Twelve O'clock : The End of Time ["Dreamtime"]

In my last night in Sepone, my last night in Laos I had a dream. In it Don Billiar was talking to me with a peaceful quiet intensity. Don was a former member and chair of the English department at the college, and at one point President of the Faculty. He was a distinguished man, almost an English don in his temperament and tone and in his wry sense of humor. He died perhaps 10 years ago of what I suspect was AIDS though because of his sense of propriety and privacy he never said. His friend, partner and our mutual colleague Ted Vaughn was there with him at the end in the hospital and then a year or so later Ted also died of AIDS.

In my dream Don was patiently trying to explain to me that when it comes time to die I should concentrate on the Chinese character for "wholeness." He was adamant about this and kept quietly repeating it to me, over and over, as if teaching me a phrase in another language. "Focus on the character; be present with it as you die. This is very important."

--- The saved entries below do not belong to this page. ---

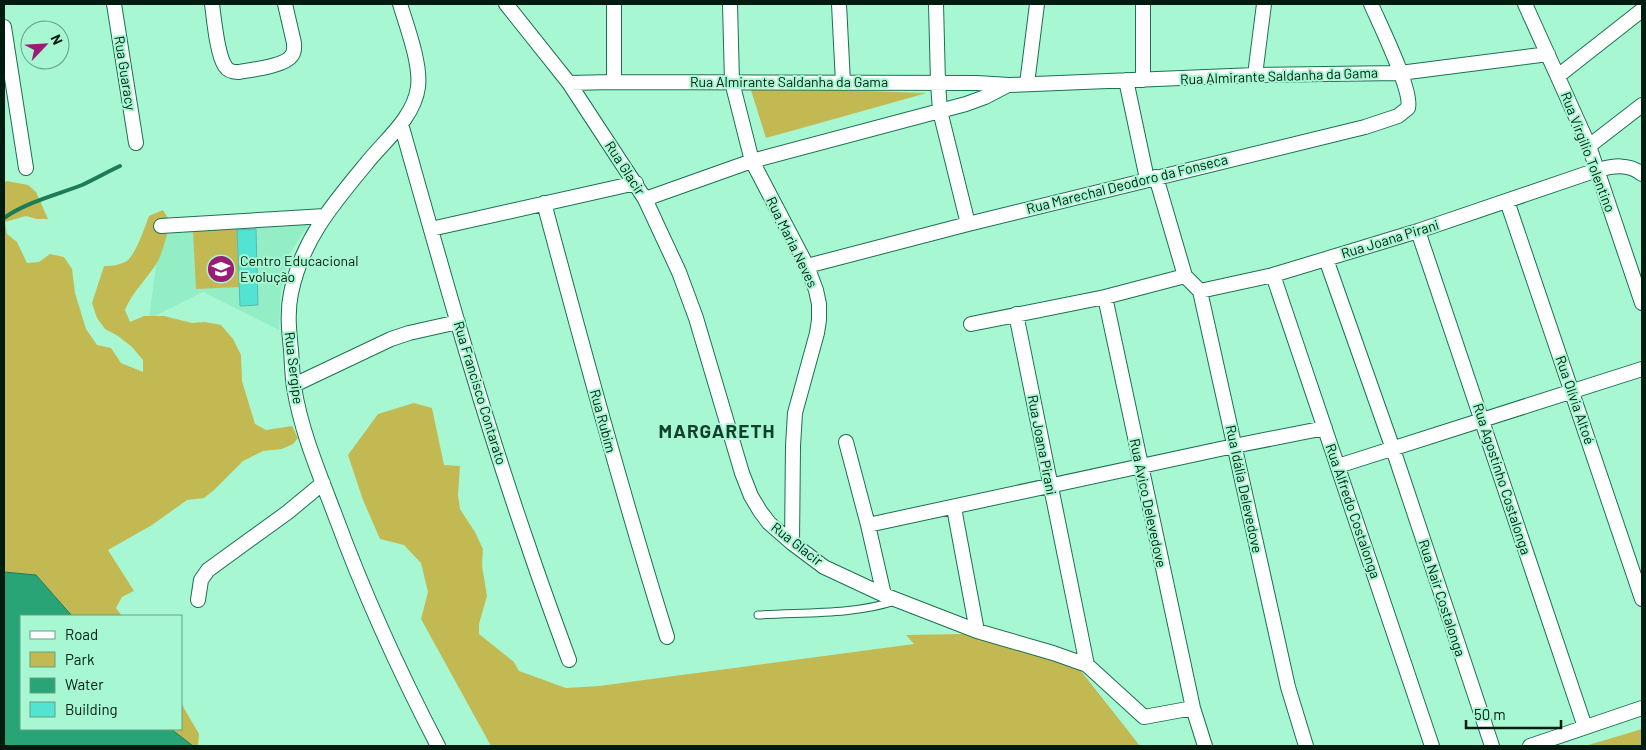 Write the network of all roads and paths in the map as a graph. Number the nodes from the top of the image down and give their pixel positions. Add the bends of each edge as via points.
1 (114, 4) edge
2 (212, 4) edge
3 (285, 4) edge
4 (400, 4) edge
5 (506, 4) edge
6 (614, 4) edge
7 (730, 4) edge
8 (839, 4) edge
9 (936, 4) edge
10 (1037, 4) edge
11 (1143, 4) edge
12 (1264, 4) edge
13 (1371, 4) edge
14 (1525, 4) edge
15 (1642, 10) edge
16 (4, 27) edge
17 (1548, 54) junction
18 (1400, 73) junction
19 (1255, 75) junction
20 (1558, 76) junction
21 (1126, 80) junction
22 (1143, 80) junction
23 (614, 82) junction
24 (732, 82) junction
25 (570, 83) junction
26 (843, 83) junction
27 (938, 83) junction
28 (1027, 84) junction
29 (1009, 85) junction
30 (1642, 105) edge
31 (940, 111) junction
32 (401, 124) junction
33 (136, 143) dead end
34 (1589, 146) junction
35 (752, 160) junction
36 (26, 168) dead end
37 (1597, 170) junction
38 (1642, 174) edge
39 (1152, 178) junction
40 (636, 183) junction
41 (645, 199) junction
42 (1507, 201) junction
43 (544, 203) junction
44 (325, 216) junction
45 (968, 224) junction
46 (161, 226) dead end
47 (431, 229) junction
48 (1418, 231) junction
49 (1326, 259) junction
50 (807, 266) junction
51 (1273, 275) junction
52 (1185, 276) junction
53 (1200, 291) junction
54 (1105, 297) junction
55 (1642, 303) edge
56 (1016, 314) junction
57 (458, 322) junction
58 (970, 324) dead end
59 (1642, 369) edge
60 (294, 386) junction
61 (1572, 392) junction
62 (1482, 420) junction
63 (1325, 428) junction
64 (846, 442) dead end
65 (1234, 446) junction
66 (1393, 449) junction
67 (1140, 466) junction
68 (1338, 466) junction
69 (323, 483) junction
70 (1050, 487) junction
71 (954, 508) junction
72 (868, 525) junction
73 (792, 543) junction
74 (884, 595) junction
75 (1642, 599) edge
76 (198, 600) dead end
77 (898, 600) junction
78 (758, 615) dead end
79 (976, 631) junction
80 (667, 637) dead end
81 (569, 660) dead end
82 (1087, 665) junction
83 (1193, 708) junction
84 (1642, 708) edge
85 (1585, 727) junction
86 (438, 746) edge
87 (1204, 746) edge
88 (1306, 746) edge
89 (1432, 746) edge
90 (1492, 746) edge
91 (1530, 746) edge

1 - 33 street, Rua Guaracy
2 - 3 street via 221,58 228,70 238,72 280,63 292,57 292,33
4 - 32 street, Rua Sergipe via 419,74 417,95
5 - 25 street, Rua Glacir
6 - 23 street
7 - 24 street, Rua Maria Neves
8 - 26 street
9 - 27 street
10 - 28 street
11 - 22 street
12 - 19 street
13 - 18 street
14 - 17 street, Rua Virgilio Tolentino
15 - 20 street
16 - 36 street
17 - 18 street, Rua Almirante Saldanha da Gama
17 - 20 street, Rua Virgilio Tolentino
18 - 19 street, Rua Almirante Saldanha da Gama
18 - 39 street, Rua Marechal Deodoro da Fonseca via 1410,103 1398,116
19 - 22 street, Rua Almirante Saldanha da Gama
20 - 34 street, Rua Virgilio Tolentino
21 - 22 street, Rua Almirante Saldanha da Gama
21 - 28 street, Rua Almirante Saldanha da Gama
21 - 39 street
23 - 24 street, Rua Almirante Saldanha da Gama
23 - 25 street, Rua Almirante Saldanha da Gama
24 - 26 street, Rua Almirante Saldanha da Gama
24 - 35 street, Rua Maria Neves
25 - 40 street, Rua Glacir
26 - 27 street, Rua Almirante Saldanha da Gama
27 - 29 street, Rua Almirante Saldanha da Gama
27 - 31 street
28 - 29 street, Rua Almirante Saldanha da Gama
29 - 31 street, Rua Almirante Saldanha da Gama via 977,100
30 - 34 street
31 - 35 street, Rua Almirante Saldanha da Gama
31 - 45 street
32 - 44 street, Rua Sergipe
32 - 47 street, Rua Francisco Contarato
34 - 37 street, Rua Virgilio Tolentino
35 - 41 street, Rua Almirante Saldanha da Gama
35 - 50 street, Rua Maria Neves
37 - 38 street, Rua Joana Pirani via 1617,165 1628,166
37 - 42 street, Rua Joana Pirani
37 - 55 street, Rua Virgilio Tolentino
39 - 45 street, Rua Marechal Deodoro da Fonseca
39 - 52 street
40 - 41 street, Rua Glacir
40 - 43 street
41 - 73 street, Rua Glacir via 696,318 751,496 769,523
42 - 48 street, Rua Joana Pirani
42 - 61 street, Rua Olívia Altoé
43 - 47 street
43 - 80 street, Rua Rubim via 610,449
44 - 46 street
44 - 60 street, Rua Sergipe via 307,244 291,294 288,318
45 - 50 street, Rua Marechal Deodoro da Fonseca
47 - 57 street, Rua Francisco Contarato
48 - 49 street, Rua Joana Pirani
48 - 62 street, Rua Agostinho Costalonga
49 - 51 street, Rua Joana Pirani
49 - 66 street, Rua Nair Costalonga
50 - 73 street, Rua Maria Neves via 816,290 820,320 795,413
51 - 53 street, Rua Joana Pirani
51 - 63 street, Rua Alfredo Costalonga
52 - 53 street
52 - 54 street
53 - 65 street, Rua Idália Delevedove
54 - 56 street
54 - 67 street, Rua Avico Delevedove
56 - 58 street
56 - 70 street, Rua Joana Pirani
57 - 60 street via 392,339
57 - 81 street, Rua Francisco Contarato via 524,535
59 - 61 street
60 - 69 street, Rua Sergipe
61 - 62 street
61 - 75 street, Rua Olívia Altoé
62 - 66 street
62 - 85 street, Rua Agostinho Costalonga
63 - 65 street
63 - 68 street, Rua Alfredo Costalonga
64 - 72 street
65 - 67 street
65 - 88 street, Rua Idália Delevedove via 1288,687
66 - 68 street
66 - 90 street, Rua Nair Costalonga
67 - 70 street
67 - 83 street, Rua Avico Delevedove
68 - 89 street, Rua Alfredo Costalonga
69 - 76 street via 208,570 202,580
69 - 86 street, Rua Sergipe via 359,578
70 - 71 street
70 - 82 street, Rua Joana Pirani
71 - 72 street
71 - 79 street
72 - 74 street
73 - 74 street, Rua Glacir via 824,567
74 - 77 street, Rua Glacir
77 - 78 lane via 862,609
77 - 79 street, Rua Glacir
79 - 82 street, Rua Glacir
82 - 83 street, Rua Glacir via 1144,717
83 - 87 street, Rua Avico Delevedove
84 - 85 street
85 - 91 street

That morning in the van on the way to the Vietnam border the dream came back to me, and as I watched it repeat itself I simultaneously thought what an interesting idea it was, to physically look at that Chinese character at your moment of death, to recognize that somehow it is death that makes life whole, that the world beyond the end of time is connected to time in a larger whole of which we are both part and process, and that if the Lao are right and emptiness is a place of genuine joy, then death too can be an emptiness which makes our allotted time, whole. Time can be an enemy or a friend or even a slide, down into the Mekong, a river, a color of brown that runs clear through your fingers when you lift it from below, something, that carries everything anywhere and always, without end.